[INFORMATION PROVIDED]

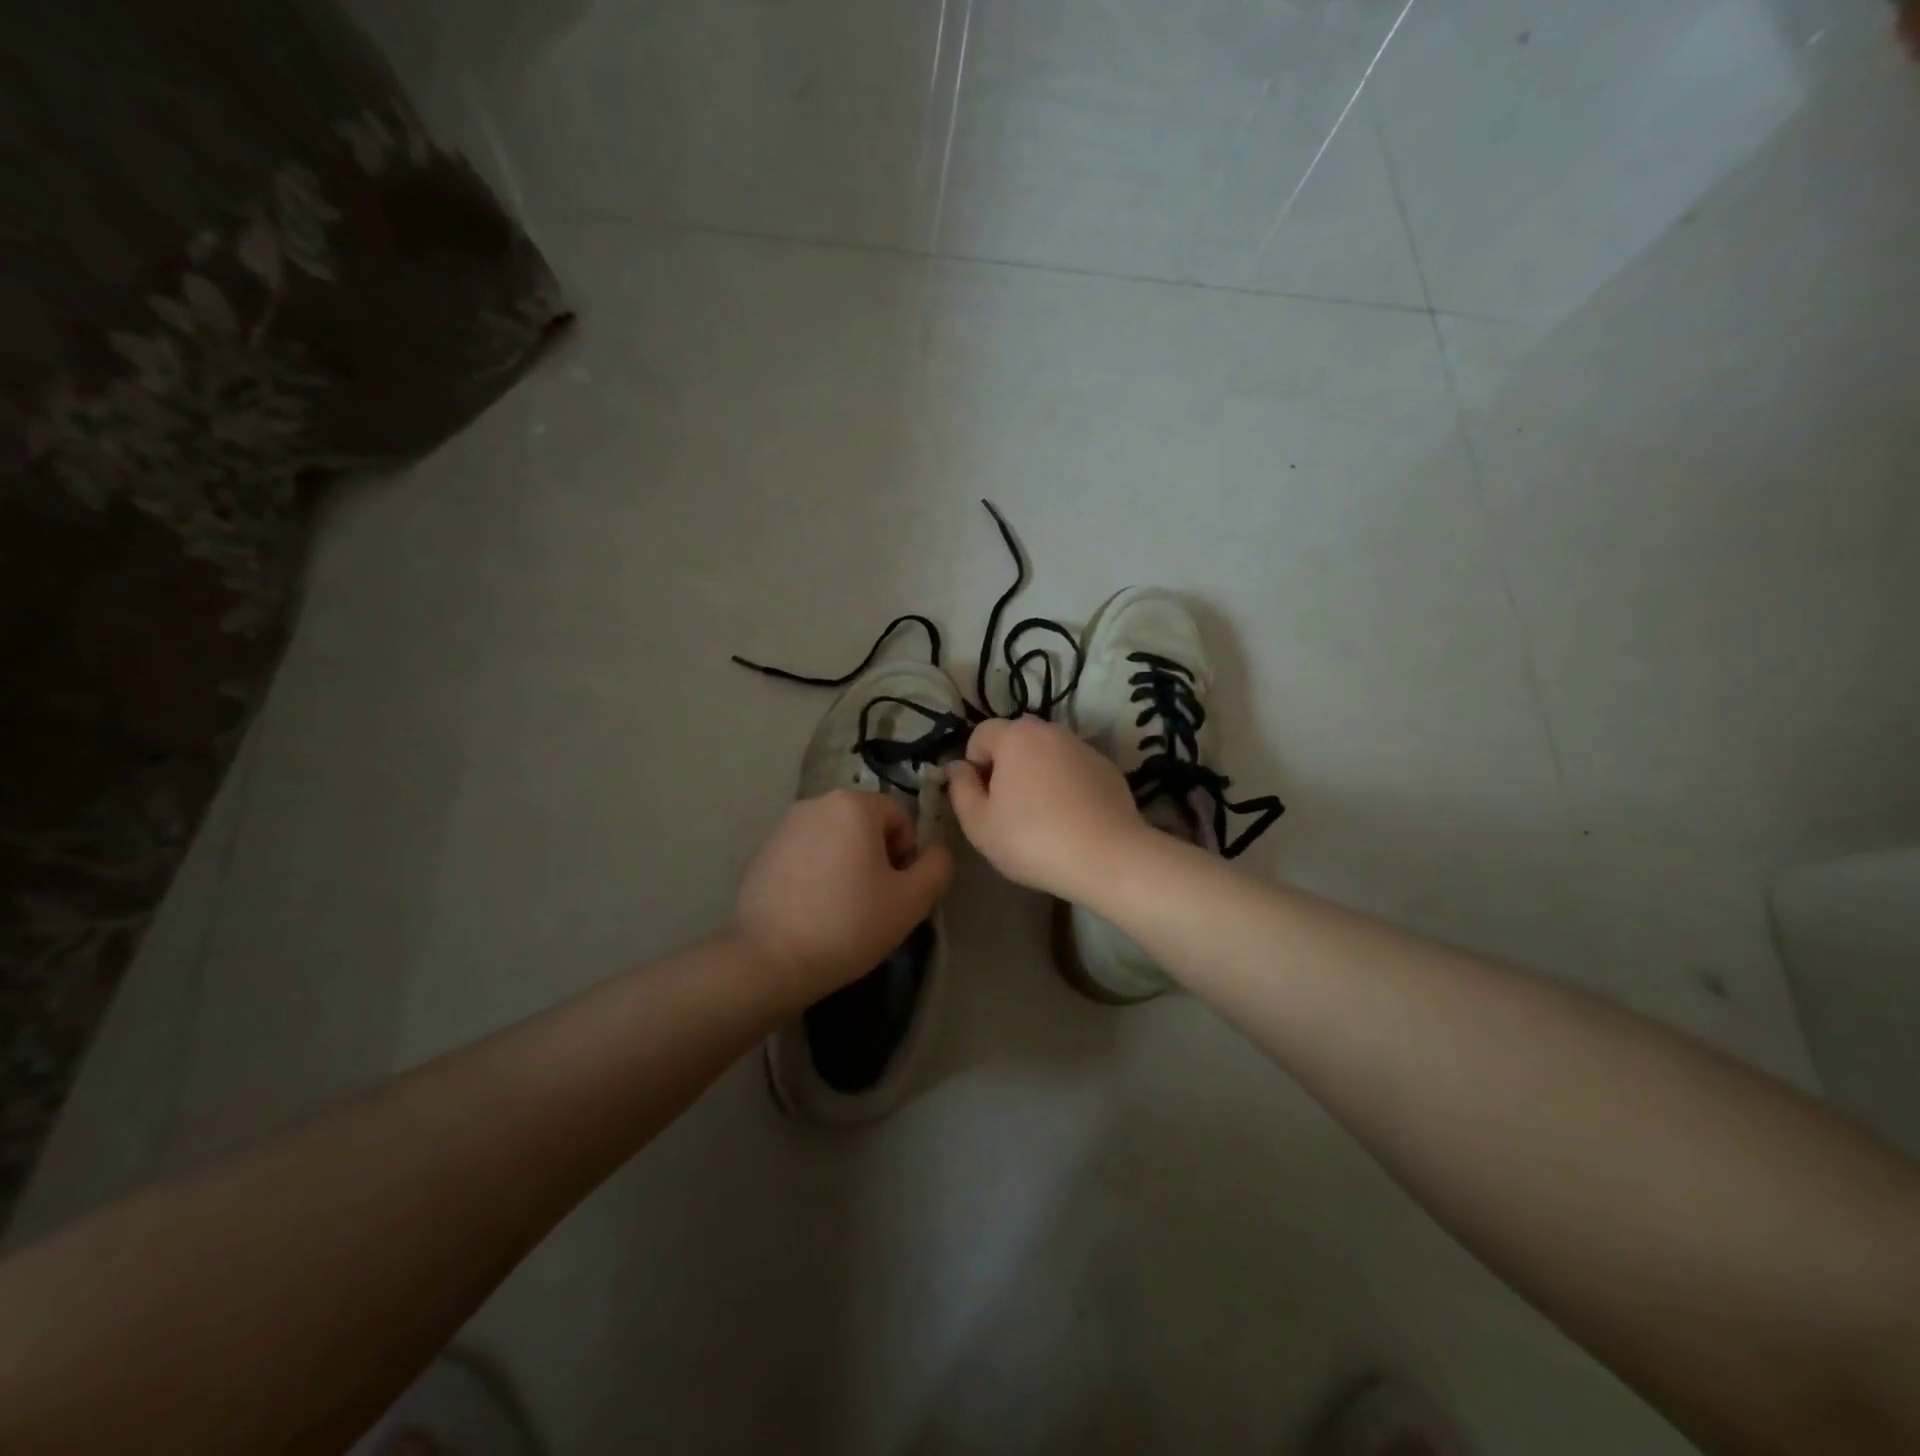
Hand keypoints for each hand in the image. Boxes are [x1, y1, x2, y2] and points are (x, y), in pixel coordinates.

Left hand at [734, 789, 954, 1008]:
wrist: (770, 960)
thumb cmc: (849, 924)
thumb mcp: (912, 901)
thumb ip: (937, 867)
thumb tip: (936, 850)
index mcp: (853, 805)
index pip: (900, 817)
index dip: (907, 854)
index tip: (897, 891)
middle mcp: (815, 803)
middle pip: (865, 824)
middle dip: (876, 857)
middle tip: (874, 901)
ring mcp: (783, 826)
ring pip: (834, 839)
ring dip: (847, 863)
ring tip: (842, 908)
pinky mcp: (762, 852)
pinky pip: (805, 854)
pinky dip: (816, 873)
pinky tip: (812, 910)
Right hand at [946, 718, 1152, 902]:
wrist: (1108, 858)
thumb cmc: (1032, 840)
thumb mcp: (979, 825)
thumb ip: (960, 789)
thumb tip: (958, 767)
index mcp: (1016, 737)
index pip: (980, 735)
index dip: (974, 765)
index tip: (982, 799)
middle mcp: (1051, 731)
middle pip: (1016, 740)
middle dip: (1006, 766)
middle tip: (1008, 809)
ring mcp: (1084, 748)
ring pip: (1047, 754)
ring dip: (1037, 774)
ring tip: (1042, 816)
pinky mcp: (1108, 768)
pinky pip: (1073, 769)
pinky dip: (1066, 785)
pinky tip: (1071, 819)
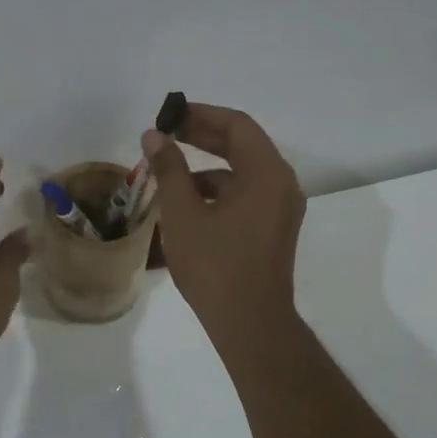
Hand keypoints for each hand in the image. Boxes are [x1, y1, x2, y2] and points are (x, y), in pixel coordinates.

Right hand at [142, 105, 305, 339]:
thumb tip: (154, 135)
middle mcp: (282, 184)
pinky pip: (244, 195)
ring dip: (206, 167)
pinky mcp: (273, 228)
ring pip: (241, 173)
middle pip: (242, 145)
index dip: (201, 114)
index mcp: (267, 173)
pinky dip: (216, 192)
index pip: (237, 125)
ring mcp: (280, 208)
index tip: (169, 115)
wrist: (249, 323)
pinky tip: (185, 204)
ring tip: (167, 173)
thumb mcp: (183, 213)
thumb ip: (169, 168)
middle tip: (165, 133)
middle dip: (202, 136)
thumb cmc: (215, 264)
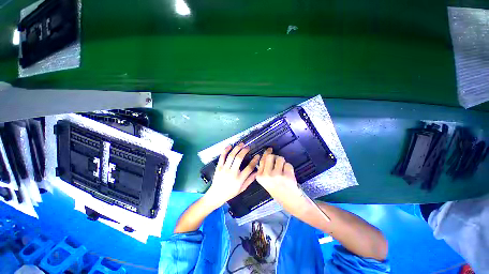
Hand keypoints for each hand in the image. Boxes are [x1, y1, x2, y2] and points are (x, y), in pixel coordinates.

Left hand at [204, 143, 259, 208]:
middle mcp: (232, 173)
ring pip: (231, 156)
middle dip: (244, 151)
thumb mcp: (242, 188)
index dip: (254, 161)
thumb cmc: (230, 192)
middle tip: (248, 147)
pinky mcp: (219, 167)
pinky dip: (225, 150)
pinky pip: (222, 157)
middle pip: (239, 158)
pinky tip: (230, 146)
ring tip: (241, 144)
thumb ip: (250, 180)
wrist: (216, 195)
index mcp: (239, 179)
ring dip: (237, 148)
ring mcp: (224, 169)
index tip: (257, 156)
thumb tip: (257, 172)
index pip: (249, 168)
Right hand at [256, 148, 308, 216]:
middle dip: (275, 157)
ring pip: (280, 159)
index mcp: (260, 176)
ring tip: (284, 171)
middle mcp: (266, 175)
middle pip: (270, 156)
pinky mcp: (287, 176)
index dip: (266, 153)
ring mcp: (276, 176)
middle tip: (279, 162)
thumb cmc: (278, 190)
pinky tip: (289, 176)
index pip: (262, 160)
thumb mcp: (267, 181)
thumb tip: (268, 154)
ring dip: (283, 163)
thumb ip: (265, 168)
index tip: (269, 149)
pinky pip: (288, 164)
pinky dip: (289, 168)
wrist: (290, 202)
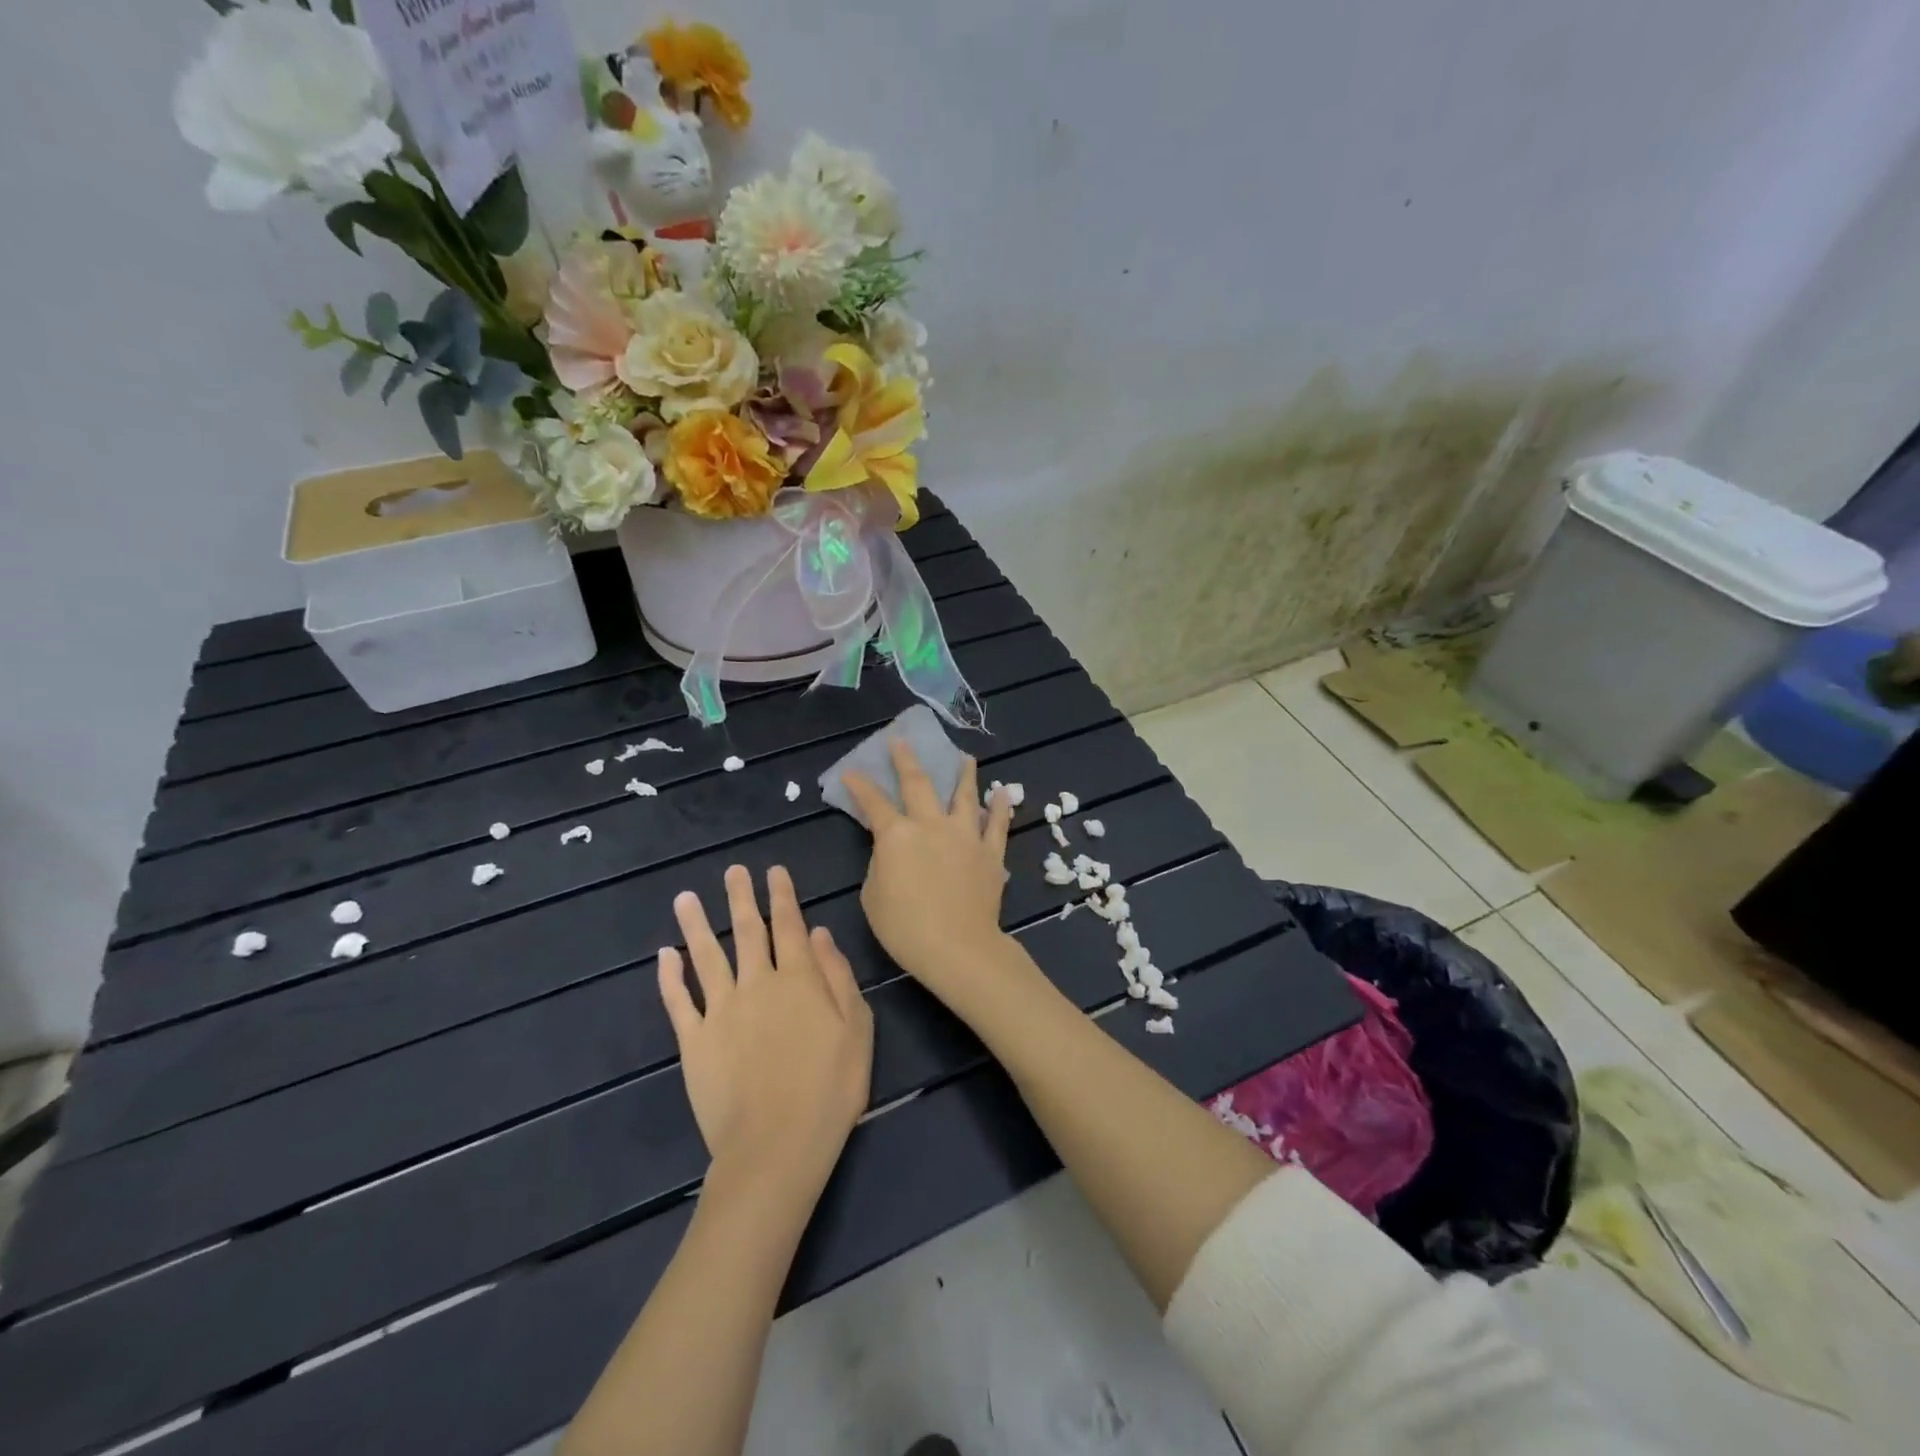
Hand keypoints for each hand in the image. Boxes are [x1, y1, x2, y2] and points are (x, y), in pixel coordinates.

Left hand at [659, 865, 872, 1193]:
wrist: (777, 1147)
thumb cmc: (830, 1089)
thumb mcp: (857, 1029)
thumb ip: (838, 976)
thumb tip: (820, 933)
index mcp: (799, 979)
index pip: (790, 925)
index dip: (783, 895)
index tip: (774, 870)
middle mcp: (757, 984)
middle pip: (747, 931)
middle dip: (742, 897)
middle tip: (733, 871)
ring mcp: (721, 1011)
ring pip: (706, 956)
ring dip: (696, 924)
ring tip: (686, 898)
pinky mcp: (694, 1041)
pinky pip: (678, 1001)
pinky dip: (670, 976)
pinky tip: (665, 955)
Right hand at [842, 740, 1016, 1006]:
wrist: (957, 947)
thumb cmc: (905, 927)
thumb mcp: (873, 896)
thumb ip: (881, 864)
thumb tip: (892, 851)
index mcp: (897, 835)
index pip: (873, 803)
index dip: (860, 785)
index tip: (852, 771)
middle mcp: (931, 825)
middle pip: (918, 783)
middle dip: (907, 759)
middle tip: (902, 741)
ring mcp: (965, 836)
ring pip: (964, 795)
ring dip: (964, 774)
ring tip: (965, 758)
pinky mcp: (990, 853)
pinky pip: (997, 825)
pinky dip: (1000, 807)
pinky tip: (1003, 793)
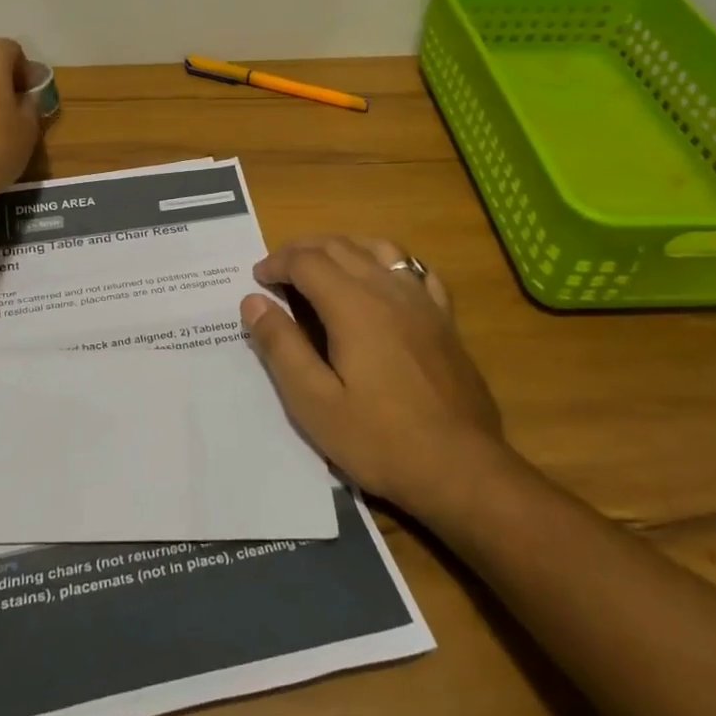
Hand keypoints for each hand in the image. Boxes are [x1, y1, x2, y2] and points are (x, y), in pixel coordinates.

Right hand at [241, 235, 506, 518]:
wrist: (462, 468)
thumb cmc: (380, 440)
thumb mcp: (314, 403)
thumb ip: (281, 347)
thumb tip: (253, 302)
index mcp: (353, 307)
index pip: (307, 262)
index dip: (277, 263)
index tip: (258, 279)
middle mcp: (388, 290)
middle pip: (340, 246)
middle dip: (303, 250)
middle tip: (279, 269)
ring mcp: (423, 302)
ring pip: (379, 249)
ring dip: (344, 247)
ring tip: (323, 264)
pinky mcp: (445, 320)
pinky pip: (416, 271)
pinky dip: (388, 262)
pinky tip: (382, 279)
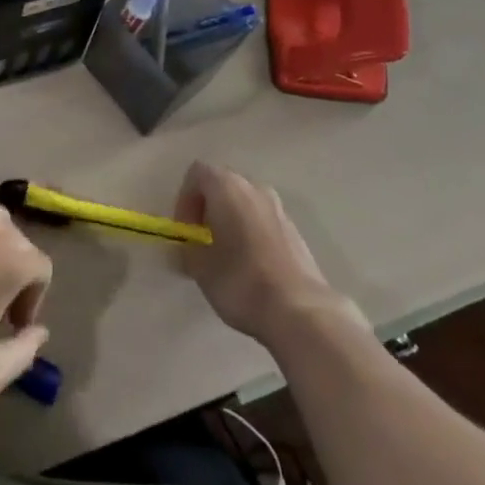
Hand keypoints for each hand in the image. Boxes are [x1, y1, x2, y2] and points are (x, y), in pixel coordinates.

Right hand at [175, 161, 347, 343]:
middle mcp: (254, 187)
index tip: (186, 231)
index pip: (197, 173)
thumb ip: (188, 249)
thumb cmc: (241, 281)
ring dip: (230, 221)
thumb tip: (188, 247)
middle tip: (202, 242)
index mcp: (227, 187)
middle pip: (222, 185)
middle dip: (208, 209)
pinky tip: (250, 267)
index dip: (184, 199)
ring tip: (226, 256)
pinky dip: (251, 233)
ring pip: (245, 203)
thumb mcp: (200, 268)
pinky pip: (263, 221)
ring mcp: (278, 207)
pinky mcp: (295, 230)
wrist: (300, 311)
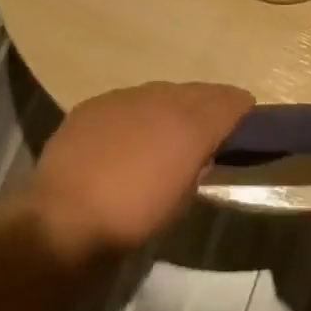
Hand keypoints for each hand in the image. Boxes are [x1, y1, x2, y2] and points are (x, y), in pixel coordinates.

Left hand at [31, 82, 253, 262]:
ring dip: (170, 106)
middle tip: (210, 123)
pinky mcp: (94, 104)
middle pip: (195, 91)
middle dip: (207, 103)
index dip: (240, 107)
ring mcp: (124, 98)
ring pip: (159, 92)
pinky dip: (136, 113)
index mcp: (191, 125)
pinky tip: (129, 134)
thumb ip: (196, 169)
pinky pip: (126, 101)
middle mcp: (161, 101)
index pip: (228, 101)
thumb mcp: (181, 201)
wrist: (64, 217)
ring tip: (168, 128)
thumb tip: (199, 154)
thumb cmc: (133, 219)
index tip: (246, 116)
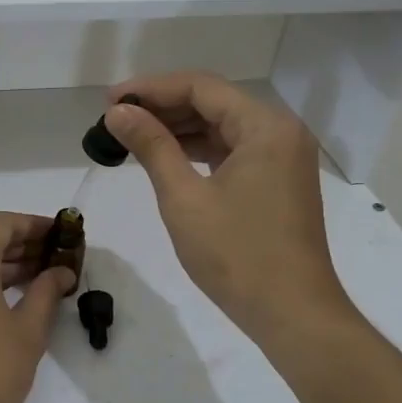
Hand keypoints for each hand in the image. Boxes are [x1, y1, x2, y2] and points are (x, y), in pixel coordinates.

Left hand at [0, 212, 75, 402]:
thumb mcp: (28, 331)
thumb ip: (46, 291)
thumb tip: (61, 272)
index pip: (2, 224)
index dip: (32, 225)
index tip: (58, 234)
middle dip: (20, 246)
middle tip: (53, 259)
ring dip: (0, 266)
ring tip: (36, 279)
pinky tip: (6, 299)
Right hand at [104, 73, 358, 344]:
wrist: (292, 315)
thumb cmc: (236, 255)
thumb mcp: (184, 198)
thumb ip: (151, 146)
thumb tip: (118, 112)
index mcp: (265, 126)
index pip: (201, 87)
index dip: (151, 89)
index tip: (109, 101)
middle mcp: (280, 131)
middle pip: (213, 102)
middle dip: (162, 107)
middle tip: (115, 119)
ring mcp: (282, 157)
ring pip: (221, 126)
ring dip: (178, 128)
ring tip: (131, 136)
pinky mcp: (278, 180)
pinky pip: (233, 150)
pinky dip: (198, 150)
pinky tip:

[/INFORMATION PROVIDED]

PROBLEM STATEMENT >> Reproduce exactly, with no pictures, the lines above from the one holding "pinky tip: (185, 204)" to the one holding "thumb ip: (250, 180)", inclusive.

YOUR SOLUTION >>
pinky tip: (185, 204)
ring tip: (167, 173)
thumb mcp: (183, 213)
thumb ip: (169, 168)
middle tip: (165, 133)
middle dip: (202, 136)
thumb cmc: (215, 264)
Hand keypoints for each hand in the image. Boxes are [x1, y1, x2, y2] and points are (x, y), in pixel coordinates.

Left hand at [204, 143, 259, 208]:
middle mcp: (232, 173)
ring pip: (231, 156)
middle dip: (244, 151)
thumb mcp: (242, 188)
index dip: (254, 161)
thumb cmc: (230, 192)
middle tip: (248, 147)
pinky mcp: (219, 167)
pinky dip: (225, 150)
pinky pip: (222, 157)
middle pip: (239, 158)
pinky tip: (230, 146)
ring tip: (241, 144)
thumb ip: (250, 180)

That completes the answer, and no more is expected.